Bu dizeler, şairin zamana karşı koyma isteğinin ve insan varlığının kırılganlığına dair derin bir kaygının işaretleri… Karacan, ölümün soğuk kaydını tutma gerekliliğiyle gündelik yaşamın sıradanlığını çarpıştırıyor. Defter imgesi, soluyan ve geçmişi şimdiyle bağlayan bir kayıt taşıyıcısı… Sözcükler, kâğıdın dokusuyla birleşiyor ve yaşantının kırılgan ipliklerini birbirine düğümlüyor. “İnsan ölüm günlerini bir deftere yazmalı” dizesi, ölüme dair kaçınılmazlığı vurgularken, insanın bu kaçınılmazlığın karşısında aldığı tavrı da ortaya koyuyor. O yüzden yazma eyleminin buradaki ağırlığı, belleğin süreksizliğine direnmek, kaybolanı tutmak ve var olma ısrarını diri tutmak adına daha anlamlı… Ölümün sarsıcılığı, bir kalem darbesiyle sayfalara işleniyor ve böylece zamanın unutuşu aşılmaya çalışılıyor. Bu dizenin hemen ardından, “Yoksa aman sönüp gider bir mutlunun yasında” söylemi de, toplumsal belleğin seçici yapısını sorgulayan bir uyarı niteliğinde… Mutluluğun içindeki geçiciliği açığa çıkarırken, yasın bile unutulabileceğini imliyor. İnsan, sevincin ve kederin kıyısında dolanırken, kendi zamanını kayıtsızlığın uçurumuna bırakmamalı diyor şair… Bireysel yazgının toplumsal bellekte ne denli kırılgan olduğunu sezdiriyor ve bunu, sayfalarla, mürekkep izleriyle ölümsüzleştirme gerekliliğiyle örtüştürüyor. “Baksana saat olmuş kaç hâlâ uyumuyorlar” dizesinde ise gece, uykusuzluk ve düşünsel yoğunluk iç içe geçiyor. Zamanın ilerleyişi, uykusuz bir kalemin sayfalara dökülen içlenişiyle buluşuyor. Bu dize, toplumsal ve tarihsel bir uyarı olarak da okunabilir… Şair, uykusuz kalanların, yani sürekli düşünenlerin, yazanların ve direnenlerin resmini çiziyor belki de, kim bilir? Saatin kaç olduğu, uykuya direnmenin sınırında bekleyenlerin varlığıyla ölçülüyor ve gece, yazının süren mücadelesine tanıklık ediyor. Karacan’ın bu dizeleri, anların kaçışını durdurma, unutuşa direnme ve yaşantının izlerini soluyan bir şiirde sürdürme isteği olarak da okunabilir…

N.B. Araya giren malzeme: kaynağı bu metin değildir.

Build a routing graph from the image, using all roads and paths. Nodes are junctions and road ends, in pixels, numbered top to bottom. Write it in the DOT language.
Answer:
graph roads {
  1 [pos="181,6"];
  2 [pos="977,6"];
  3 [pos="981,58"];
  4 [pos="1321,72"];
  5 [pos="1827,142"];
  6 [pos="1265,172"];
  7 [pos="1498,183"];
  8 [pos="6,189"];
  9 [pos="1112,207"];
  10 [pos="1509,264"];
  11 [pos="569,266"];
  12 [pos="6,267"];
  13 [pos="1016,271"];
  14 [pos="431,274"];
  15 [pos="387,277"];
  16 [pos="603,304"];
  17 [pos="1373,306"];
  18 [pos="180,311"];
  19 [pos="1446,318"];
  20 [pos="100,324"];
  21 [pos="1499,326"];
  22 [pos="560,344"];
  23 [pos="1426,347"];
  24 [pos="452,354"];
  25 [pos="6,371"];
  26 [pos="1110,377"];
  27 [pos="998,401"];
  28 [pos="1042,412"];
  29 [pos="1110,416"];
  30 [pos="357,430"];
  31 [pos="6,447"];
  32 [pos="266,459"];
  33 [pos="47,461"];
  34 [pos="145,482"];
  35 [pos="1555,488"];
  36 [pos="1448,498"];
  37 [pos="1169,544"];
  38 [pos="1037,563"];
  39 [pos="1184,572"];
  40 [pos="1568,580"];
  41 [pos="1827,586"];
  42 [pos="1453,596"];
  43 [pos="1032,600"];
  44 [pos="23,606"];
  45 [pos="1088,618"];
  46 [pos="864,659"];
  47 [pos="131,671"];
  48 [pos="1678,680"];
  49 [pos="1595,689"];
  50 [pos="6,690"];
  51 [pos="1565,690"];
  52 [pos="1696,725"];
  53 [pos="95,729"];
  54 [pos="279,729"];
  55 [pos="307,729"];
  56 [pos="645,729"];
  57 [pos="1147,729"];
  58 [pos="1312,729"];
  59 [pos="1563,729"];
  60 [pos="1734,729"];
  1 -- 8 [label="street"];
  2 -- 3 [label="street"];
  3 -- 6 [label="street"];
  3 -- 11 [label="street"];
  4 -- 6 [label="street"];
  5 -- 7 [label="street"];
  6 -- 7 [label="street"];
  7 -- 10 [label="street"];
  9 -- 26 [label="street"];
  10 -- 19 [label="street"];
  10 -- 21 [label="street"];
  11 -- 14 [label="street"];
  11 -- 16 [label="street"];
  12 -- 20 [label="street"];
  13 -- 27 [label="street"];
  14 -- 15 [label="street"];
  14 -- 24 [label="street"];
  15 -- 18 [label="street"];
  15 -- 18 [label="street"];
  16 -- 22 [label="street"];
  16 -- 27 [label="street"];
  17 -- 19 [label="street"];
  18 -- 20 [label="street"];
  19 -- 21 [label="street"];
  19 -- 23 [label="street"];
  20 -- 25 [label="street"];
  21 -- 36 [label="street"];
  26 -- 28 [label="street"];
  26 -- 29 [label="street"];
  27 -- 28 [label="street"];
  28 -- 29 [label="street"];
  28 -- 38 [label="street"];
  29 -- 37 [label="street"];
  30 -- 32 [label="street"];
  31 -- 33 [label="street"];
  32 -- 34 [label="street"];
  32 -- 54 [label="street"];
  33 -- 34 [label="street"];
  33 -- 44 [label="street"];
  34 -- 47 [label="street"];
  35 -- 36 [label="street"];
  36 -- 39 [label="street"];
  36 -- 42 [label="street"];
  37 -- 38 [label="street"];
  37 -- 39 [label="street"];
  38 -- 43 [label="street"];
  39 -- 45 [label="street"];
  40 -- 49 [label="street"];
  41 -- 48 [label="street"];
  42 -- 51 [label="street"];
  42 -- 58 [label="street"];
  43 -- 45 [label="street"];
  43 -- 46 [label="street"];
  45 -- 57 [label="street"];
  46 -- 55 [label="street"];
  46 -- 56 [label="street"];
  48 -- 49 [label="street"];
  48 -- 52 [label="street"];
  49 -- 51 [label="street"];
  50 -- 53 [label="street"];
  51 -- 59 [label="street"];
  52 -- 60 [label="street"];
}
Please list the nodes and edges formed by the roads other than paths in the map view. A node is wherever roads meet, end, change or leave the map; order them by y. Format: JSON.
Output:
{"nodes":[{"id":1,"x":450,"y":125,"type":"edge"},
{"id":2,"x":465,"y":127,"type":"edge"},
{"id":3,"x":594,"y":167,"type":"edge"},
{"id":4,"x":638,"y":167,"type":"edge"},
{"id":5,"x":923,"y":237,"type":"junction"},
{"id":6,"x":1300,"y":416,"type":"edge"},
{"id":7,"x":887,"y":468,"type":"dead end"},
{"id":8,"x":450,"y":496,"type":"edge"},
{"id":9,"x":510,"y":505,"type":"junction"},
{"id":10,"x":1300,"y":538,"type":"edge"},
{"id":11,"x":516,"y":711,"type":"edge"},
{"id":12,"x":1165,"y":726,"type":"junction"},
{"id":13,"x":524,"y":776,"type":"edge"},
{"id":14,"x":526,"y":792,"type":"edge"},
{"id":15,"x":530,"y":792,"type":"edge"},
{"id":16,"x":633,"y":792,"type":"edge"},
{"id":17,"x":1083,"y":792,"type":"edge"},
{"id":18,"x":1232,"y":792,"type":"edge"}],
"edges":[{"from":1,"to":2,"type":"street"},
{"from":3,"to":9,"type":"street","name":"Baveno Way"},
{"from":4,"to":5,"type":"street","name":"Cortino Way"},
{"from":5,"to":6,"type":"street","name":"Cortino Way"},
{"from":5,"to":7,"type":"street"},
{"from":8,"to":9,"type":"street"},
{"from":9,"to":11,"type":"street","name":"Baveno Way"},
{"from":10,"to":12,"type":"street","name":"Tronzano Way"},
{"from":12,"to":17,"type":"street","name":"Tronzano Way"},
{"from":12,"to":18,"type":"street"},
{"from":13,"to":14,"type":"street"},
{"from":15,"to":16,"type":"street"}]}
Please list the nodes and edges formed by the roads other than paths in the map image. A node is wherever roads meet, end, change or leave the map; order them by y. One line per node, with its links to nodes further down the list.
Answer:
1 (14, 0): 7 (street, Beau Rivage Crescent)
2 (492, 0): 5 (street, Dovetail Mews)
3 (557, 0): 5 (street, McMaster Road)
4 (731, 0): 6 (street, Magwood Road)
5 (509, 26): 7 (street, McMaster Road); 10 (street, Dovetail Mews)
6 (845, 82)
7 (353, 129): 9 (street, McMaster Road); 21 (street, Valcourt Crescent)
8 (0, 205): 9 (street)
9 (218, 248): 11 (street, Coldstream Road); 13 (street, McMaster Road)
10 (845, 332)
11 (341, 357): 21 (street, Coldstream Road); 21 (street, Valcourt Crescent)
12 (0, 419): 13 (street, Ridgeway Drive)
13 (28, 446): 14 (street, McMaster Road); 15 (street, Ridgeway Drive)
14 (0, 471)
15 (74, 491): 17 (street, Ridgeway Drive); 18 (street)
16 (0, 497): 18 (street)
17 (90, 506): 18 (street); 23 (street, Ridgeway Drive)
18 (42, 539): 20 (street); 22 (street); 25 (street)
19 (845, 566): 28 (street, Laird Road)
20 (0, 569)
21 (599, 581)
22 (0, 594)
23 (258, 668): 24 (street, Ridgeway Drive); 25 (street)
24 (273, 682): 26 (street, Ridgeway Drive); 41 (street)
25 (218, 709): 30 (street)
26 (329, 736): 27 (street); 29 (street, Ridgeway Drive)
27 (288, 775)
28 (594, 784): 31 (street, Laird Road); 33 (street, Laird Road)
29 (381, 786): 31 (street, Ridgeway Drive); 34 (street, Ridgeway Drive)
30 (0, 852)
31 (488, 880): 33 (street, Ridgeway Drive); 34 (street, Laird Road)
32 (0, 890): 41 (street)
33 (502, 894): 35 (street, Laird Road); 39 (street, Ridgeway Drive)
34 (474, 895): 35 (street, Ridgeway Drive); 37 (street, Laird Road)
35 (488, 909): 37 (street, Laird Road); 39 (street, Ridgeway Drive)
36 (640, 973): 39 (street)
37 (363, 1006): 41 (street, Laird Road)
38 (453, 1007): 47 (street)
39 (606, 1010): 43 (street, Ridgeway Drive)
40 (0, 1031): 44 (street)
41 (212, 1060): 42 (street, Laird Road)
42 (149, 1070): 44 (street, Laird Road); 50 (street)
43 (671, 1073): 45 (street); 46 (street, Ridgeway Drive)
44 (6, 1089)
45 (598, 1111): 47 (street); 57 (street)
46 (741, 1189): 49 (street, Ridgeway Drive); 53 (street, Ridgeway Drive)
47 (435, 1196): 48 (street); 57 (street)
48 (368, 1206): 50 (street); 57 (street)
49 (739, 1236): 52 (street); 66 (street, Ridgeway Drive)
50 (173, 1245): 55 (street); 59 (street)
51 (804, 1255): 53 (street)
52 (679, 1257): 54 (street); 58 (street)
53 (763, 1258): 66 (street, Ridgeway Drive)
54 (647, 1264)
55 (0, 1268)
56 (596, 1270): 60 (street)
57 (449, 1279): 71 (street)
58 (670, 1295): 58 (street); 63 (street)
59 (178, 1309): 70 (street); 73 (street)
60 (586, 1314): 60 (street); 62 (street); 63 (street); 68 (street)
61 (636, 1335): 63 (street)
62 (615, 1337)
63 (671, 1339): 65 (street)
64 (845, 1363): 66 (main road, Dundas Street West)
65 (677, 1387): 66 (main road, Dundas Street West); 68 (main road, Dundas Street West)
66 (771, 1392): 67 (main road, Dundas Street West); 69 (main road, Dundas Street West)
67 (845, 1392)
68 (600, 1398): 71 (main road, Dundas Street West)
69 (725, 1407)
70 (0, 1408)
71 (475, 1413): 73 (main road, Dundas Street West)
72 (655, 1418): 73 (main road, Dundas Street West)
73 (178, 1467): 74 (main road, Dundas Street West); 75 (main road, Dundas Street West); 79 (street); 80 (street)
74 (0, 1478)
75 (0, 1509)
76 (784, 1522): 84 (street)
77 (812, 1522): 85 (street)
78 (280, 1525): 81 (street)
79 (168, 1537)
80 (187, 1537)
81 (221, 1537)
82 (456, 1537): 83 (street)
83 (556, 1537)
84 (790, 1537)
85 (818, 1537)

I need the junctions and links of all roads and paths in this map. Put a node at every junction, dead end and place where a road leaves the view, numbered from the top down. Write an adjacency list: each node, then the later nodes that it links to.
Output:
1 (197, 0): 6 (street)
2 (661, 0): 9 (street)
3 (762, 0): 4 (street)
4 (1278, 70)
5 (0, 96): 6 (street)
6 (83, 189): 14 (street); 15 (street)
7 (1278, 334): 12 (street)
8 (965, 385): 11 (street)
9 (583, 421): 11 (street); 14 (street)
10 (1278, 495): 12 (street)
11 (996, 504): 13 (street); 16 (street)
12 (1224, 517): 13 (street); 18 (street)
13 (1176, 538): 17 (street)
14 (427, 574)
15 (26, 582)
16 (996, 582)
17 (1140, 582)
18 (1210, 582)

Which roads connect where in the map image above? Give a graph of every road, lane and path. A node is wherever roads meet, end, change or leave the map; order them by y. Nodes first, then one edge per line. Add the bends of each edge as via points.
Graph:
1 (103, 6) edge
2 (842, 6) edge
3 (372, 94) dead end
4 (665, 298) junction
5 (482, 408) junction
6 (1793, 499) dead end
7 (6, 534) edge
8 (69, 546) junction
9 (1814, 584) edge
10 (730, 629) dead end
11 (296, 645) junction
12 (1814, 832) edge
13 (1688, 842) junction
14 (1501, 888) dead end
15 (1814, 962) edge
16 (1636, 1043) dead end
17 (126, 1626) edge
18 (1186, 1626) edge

“bana sorarsanız, kapadım kendimi çoktan
iyiye, güzele, kötüye, çirkine
ıslanmak meğer suyu duymamakmış”
Mertcan Karacan’ın dizeleri, şiirin sınırlarında gezinen, imgelerin açıkta bıraktığı boşluklardan kendine kapılar açan bir yaklaşım gösteriyor. Bu dizeler, şairin içe kapanışının duyumsal ve metaforik anlatımı olarak karşımızda: “bana sorarsanız, kapadım kendimi çoktan.” Şair burada kişisel bir geri çekilmeyi itiraf ediyor, ama bunu sıradan bir saklanmanın ötesine taşıyarak varoluşsal bir kapanış haline getiriyor. Kapıların yüzüne kapatılması metaforu, Karacan’ın şiir anlayışındaki öznel gerçekliği dış dünyaya ait tüm ölçütlerden bağımsız kılmayı amaçlıyor. Dizelerdeki karşıtlıklar, “İyiye, güzele, kötüye, çirkine” dizesinde daha belirgin… Karacan, yaşamın ve duyguların uç noktalarını kapsayan bu karşıtlıkları sıralarken, her türlü yargı ve sınıflandırmadan uzaklaştığını vurguluyor. Şair, kendisini tüm değer ve anlamlandırma dizgelerinin dışında görüyor. Böylelikle şiirin öznesi, kendi imgesel evreninde oldukça bağımsız… Bu bağımsızlaşma, şiirin anlamını sözcüklerin ötesine, duyumsamanın saf ve ölçüsüz derinliğine taşıyor. Karacan’ın şiir anlayışı, duymak ve duyumsamak arasındaki farkı ince ve lirik bir dille anlatıyor: “Islanmak meğer suyu duymamakmış.” Bu dize, duyumsamanın, duymaktan daha derin, daha ilksel ve daha sahici olduğunu öne sürüyor. Burada su, yaşamla ilişkilendirilen bir imge olarak karşımıza çıkıyor. Islanmak eylemi ise doğrudan deneyimle ilgili… Şair, yaşamı, anlamlandırmak yerine doğrudan deneyimlemeyi öneriyor. Karacan, şiiri bir deneyimleme biçimi olarak da kullanıyor diyebiliriz. Onun için şiir, okurun ve şairin birlikte duyumsadığı ortak bir suya dalış… Şairin içe kapanışı, aslında şiirini dışa açan, okurla daha samimi bir iletişim kuran duyumsal bir açılım… Böylelikle Karacan’ın şiiri, imgeler yoluyla yaşamın somut gerçeklerinden soyutlanmış, ama duyumsal olarak derinleşmiş yeni bir dünyaya açılıyor. Bu dünya, şiirin içinde çoğalan, kendi içinde nefes alan bir özgün evren…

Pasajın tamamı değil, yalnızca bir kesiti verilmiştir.